*** Opening of Data for analysis ***
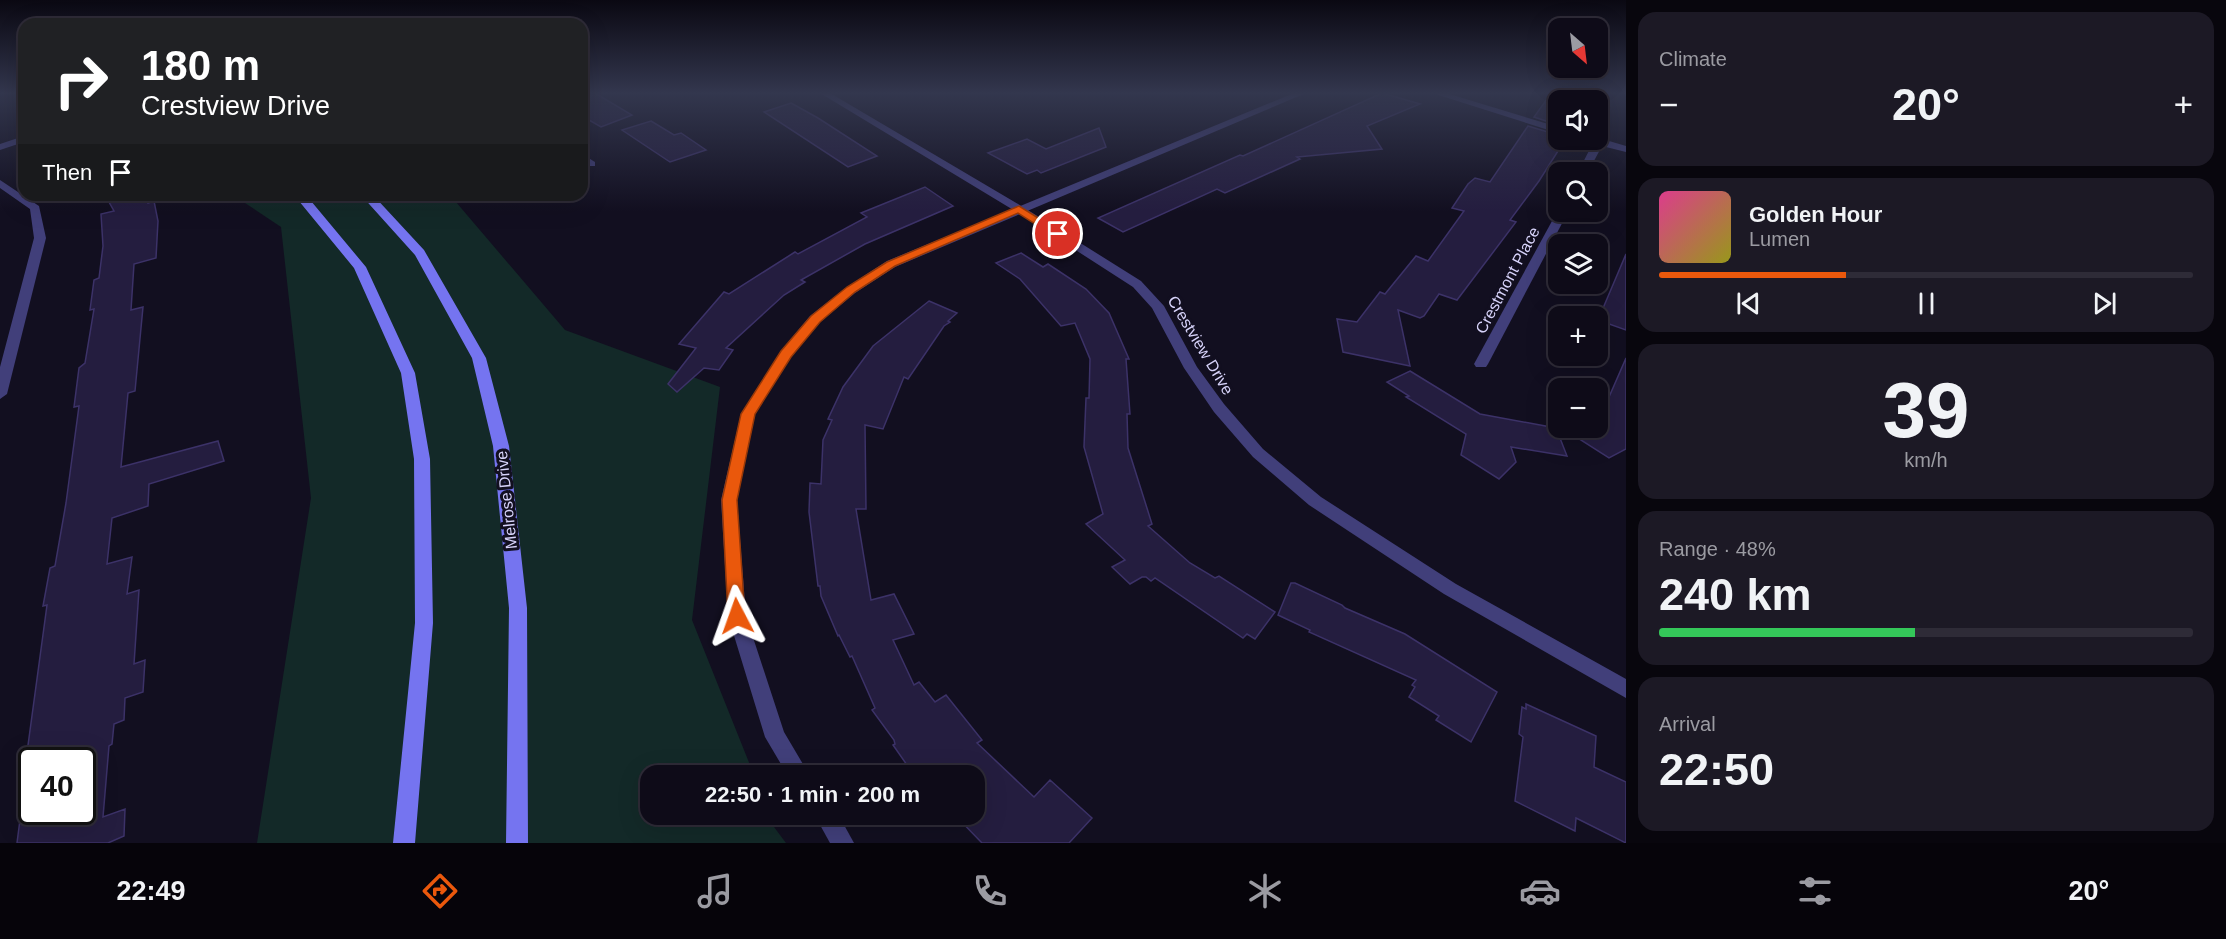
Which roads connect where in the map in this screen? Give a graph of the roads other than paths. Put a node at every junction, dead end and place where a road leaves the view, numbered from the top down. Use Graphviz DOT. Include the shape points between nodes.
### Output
*** Close of Data for analysis ***
*** Opening of Data for analysis ***
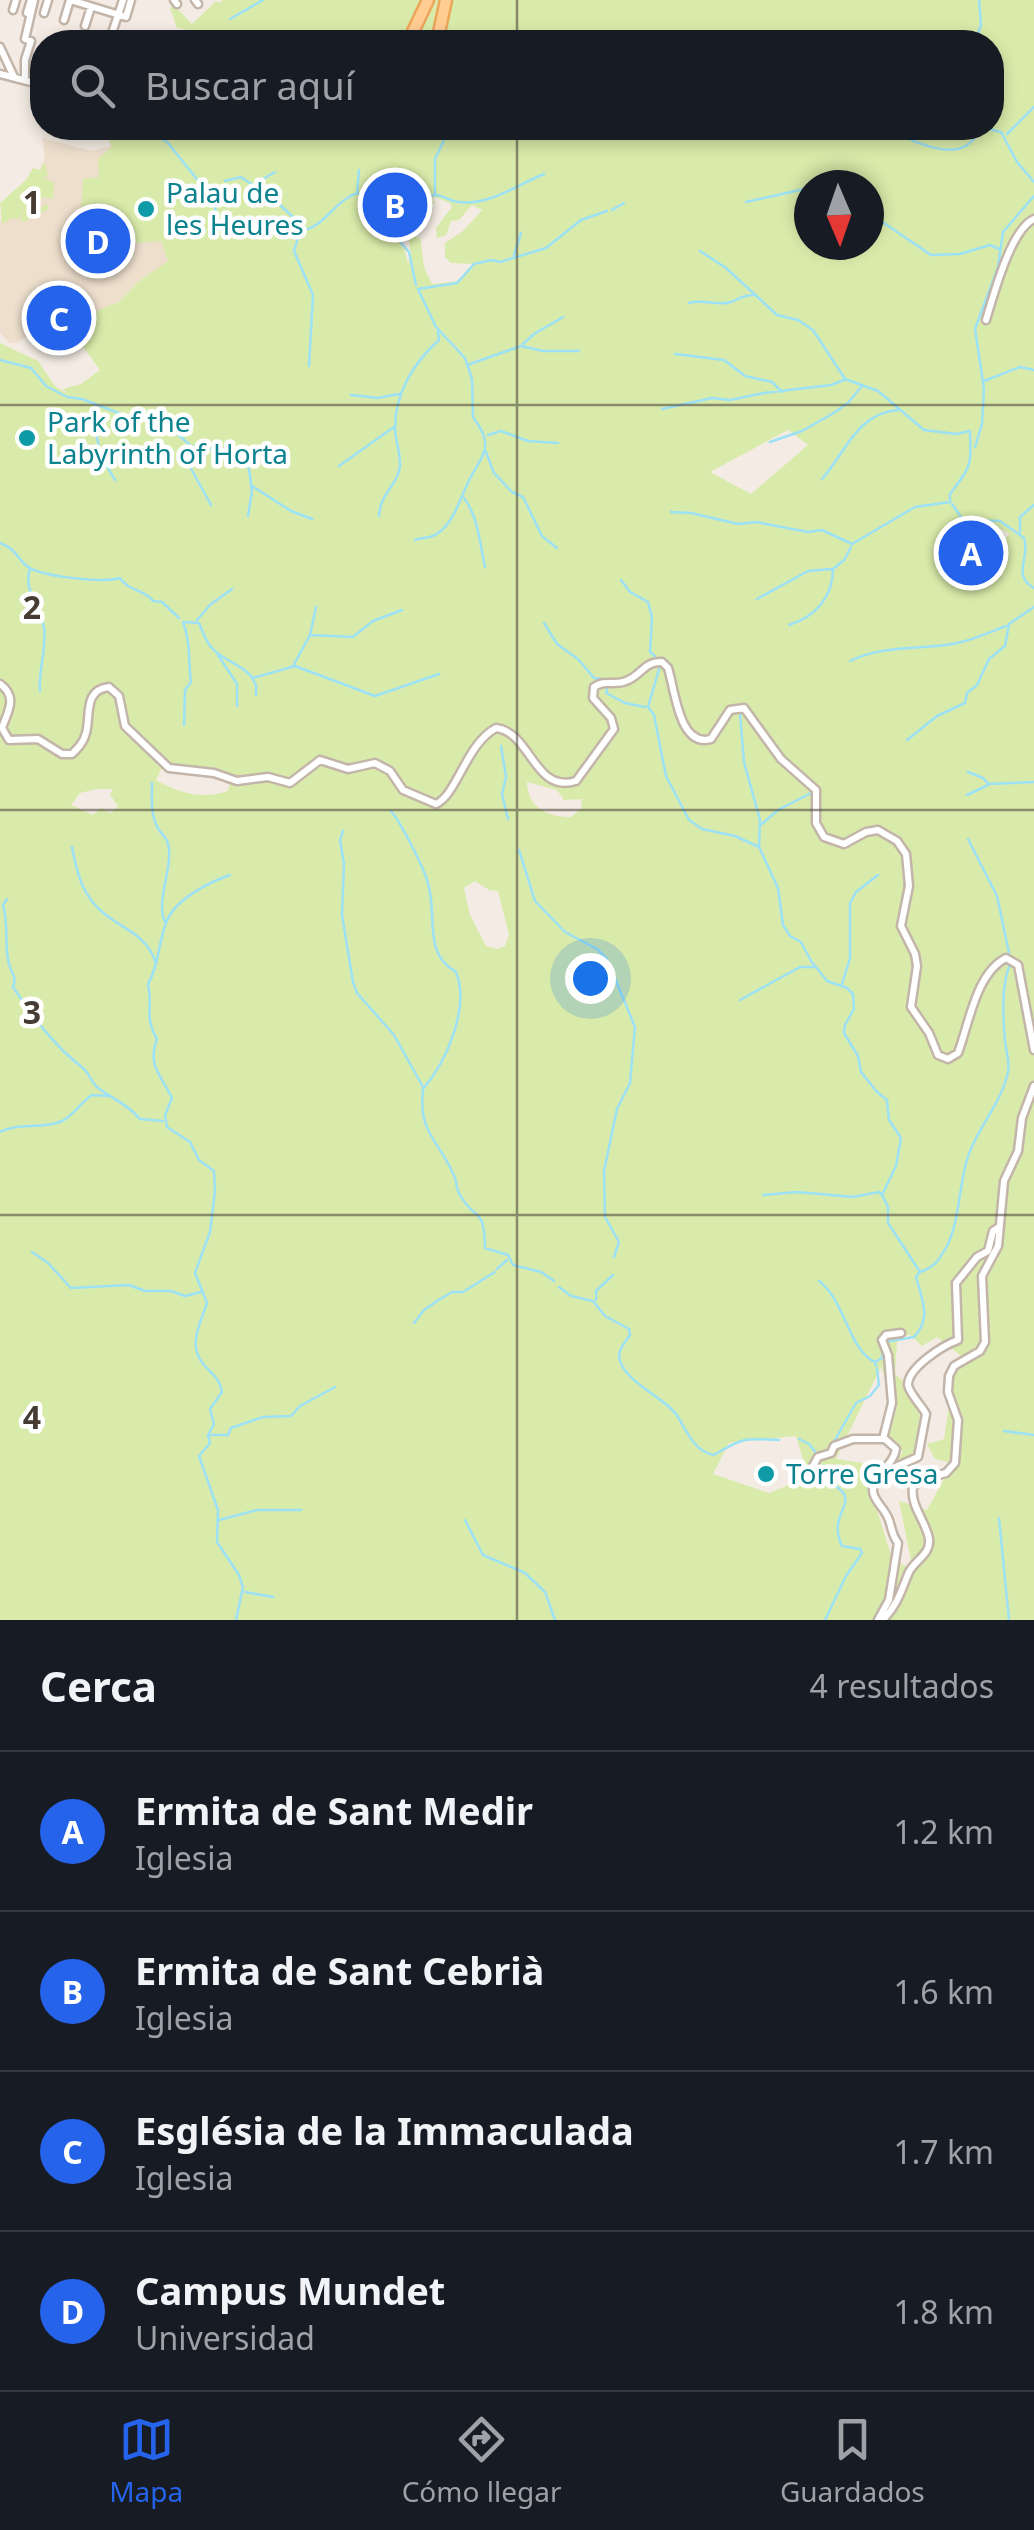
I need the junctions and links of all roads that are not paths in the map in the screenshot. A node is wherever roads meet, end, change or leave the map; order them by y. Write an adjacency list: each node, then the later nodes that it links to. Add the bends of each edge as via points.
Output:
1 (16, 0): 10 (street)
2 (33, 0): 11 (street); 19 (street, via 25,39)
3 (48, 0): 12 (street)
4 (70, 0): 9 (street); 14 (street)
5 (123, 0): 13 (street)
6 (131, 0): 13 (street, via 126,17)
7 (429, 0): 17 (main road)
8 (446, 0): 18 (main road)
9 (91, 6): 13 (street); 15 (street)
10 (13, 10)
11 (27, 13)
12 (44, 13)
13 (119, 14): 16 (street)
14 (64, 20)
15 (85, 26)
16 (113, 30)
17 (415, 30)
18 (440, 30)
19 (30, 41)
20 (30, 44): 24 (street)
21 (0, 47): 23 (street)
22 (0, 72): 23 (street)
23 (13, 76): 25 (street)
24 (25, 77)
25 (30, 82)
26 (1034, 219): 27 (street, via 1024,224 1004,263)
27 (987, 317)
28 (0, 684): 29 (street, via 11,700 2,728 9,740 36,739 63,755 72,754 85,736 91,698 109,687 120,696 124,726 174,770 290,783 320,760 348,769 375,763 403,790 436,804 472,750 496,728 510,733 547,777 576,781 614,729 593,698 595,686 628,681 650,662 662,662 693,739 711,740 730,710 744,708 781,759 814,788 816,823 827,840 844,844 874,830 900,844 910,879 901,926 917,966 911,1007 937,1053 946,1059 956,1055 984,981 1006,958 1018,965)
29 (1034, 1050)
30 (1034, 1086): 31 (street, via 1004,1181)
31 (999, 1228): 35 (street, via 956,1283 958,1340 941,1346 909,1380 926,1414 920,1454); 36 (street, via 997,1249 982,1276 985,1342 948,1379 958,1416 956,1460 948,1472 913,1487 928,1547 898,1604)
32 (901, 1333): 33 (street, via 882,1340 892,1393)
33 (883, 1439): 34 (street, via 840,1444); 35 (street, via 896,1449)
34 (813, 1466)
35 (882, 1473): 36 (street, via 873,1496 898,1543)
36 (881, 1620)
*** Close of Data for analysis ***
*** Opening of Data for analysis ***
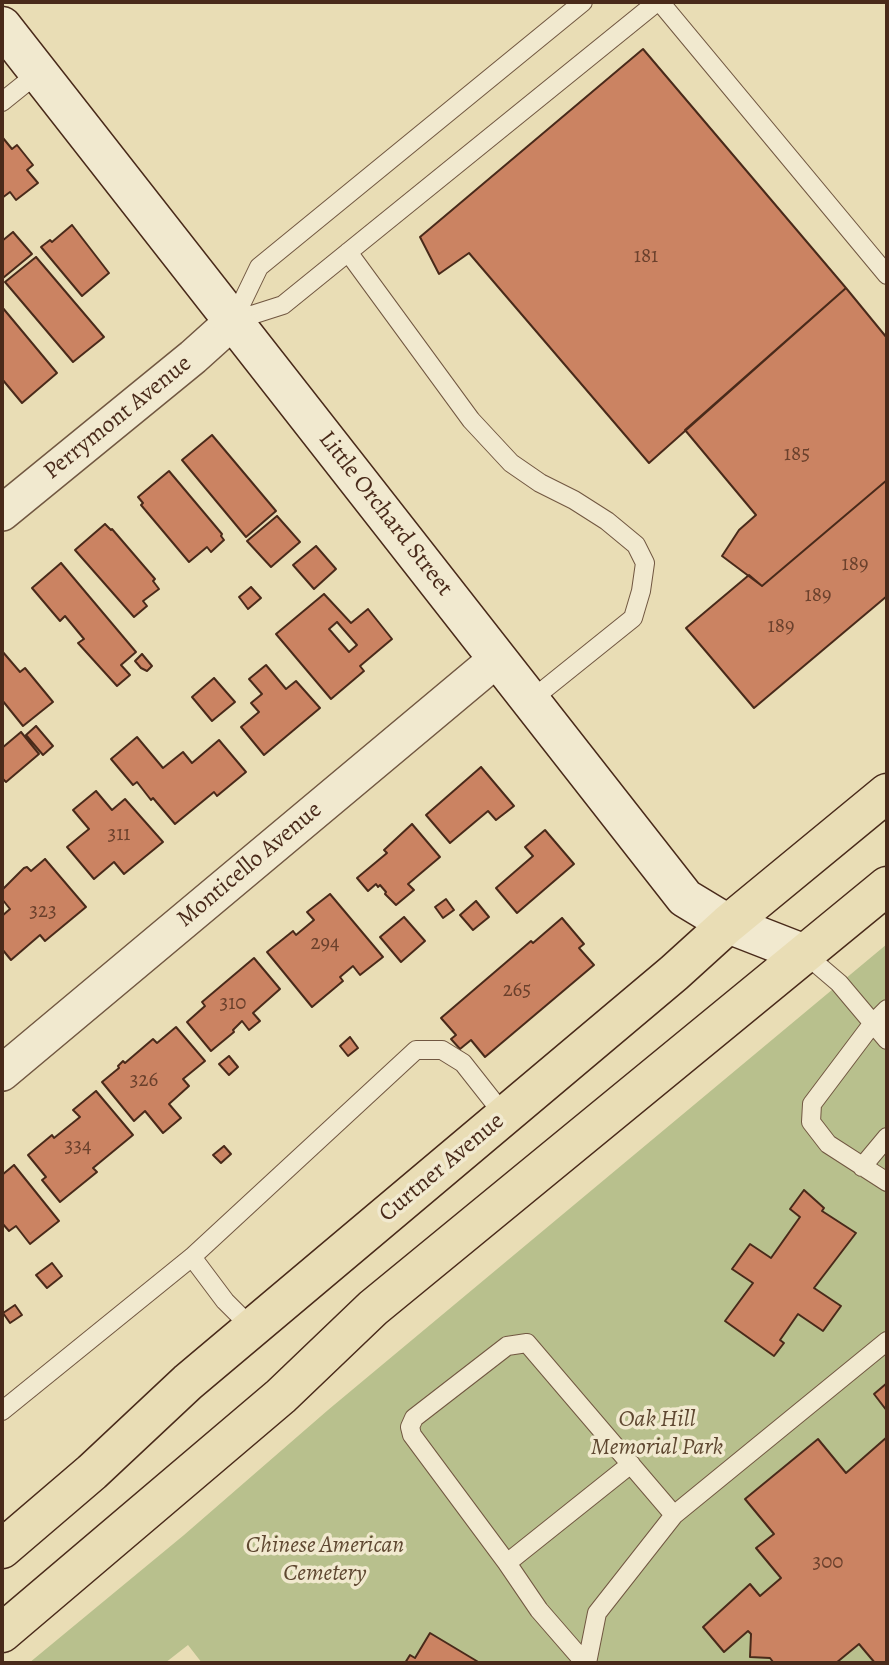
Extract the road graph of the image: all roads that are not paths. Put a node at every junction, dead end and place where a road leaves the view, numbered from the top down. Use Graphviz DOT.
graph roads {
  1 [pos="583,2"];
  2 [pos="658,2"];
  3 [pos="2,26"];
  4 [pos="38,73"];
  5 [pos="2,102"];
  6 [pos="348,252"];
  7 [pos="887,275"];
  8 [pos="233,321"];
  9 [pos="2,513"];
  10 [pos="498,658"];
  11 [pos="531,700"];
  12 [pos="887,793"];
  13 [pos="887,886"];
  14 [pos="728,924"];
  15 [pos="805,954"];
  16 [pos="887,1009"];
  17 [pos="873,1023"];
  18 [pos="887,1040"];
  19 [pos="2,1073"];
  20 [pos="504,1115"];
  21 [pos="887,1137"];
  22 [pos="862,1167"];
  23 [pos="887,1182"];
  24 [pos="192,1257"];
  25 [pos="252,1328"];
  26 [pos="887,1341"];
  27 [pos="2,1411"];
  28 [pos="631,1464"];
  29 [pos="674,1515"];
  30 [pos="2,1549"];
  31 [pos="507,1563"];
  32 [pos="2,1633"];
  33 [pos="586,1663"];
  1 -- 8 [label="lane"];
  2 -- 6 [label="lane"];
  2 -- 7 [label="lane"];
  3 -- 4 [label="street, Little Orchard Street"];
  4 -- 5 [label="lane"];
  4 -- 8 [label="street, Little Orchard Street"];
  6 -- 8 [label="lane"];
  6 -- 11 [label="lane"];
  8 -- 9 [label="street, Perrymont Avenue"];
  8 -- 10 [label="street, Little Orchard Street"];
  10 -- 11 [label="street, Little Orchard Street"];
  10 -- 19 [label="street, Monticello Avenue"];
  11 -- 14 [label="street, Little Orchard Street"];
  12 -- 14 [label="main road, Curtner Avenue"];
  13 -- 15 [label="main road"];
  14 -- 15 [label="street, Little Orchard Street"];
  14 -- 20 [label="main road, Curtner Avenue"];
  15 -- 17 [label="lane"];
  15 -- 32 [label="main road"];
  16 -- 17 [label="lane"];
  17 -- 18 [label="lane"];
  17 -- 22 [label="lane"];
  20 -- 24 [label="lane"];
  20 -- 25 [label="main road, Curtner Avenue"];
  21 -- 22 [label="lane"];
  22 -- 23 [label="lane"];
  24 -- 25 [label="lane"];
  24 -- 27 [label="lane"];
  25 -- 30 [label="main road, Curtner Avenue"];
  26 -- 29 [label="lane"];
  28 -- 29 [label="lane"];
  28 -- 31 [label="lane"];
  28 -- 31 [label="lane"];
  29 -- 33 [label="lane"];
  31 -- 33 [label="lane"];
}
*** Close of Data for analysis ***
**Problem to work on:** Go through the entries above, and wherever a line holds the word "nodes", copy that line.

**Expected answer:**
Which roads connect where in the map in this screen? Give a graph of the roads other than paths. Put a node at every junction, dead end and place where a road leaves the view, numbered from the top down. Use Graphviz DOT. Include the shape points between nodes.
I need the junctions and links of all roads that are not paths in the map in the screenshot. A node is wherever roads meet, end, change or leave the map; order them by y. Write an adjacency list: each node, then the later nodes that it links to. Add the bends of each edge as via points.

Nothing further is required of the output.